▶ _Activity_
So that nothing is lost, restate each entry exactly as supplied.

Input material section start

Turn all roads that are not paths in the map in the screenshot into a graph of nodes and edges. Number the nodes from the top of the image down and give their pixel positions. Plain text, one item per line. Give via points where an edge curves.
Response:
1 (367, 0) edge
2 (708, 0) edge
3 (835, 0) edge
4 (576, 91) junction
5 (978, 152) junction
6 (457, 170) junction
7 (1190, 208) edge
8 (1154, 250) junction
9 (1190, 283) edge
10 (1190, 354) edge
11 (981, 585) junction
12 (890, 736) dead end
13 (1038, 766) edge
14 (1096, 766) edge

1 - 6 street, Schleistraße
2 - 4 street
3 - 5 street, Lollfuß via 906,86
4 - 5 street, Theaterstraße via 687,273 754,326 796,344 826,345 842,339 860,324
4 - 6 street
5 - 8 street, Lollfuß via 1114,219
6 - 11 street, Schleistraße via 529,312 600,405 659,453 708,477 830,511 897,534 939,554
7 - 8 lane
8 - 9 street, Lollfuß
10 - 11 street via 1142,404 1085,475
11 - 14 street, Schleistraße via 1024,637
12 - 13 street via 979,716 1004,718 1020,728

Input material section end

▶ _Answer_
Turn all roads that are not paths in the map in the screenshot into a graph of nodes and edges. Number the nodes from the top of the image down and give their pixel positions. Plain text, one item per line. Give via points where an edge curves.
Response:
1 (367, 0) edge
2 (708, 0) edge
3 (835, 0) edge
4 (576, 91) junction
5 (978, 152) junction
6 (457, 170) junction
7 (1190, 208) edge
8 (1154, 250) junction
9 (1190, 283) edge
10 (1190, 354) edge
11 (981, 585) junction
12 (890, 736) dead end
13 (1038, 766) edge
14 (1096, 766) edge

1 - 6 street, Schleistraße
2 - 4 street
3 - 5 street, Lollfuß via 906,86
4 - 5 street, Theaterstraße via 687,273 754,326 796,344 826,345 842,339 860,324
4 - 6 street
5 - 8 street, Lollfuß via 1114,219
6 - 11 street, Schleistraße via 529,312 600,405 659,453 708,477 830,511 897,534 939,554
7 - 8 lane
8 - 9 street, Lollfuß
10 - 11 street via 1142,404 1085,475
11 - 14 street, Schleistraße via 1024,637
12 - 13 street via 979,716 1004,718 1020,728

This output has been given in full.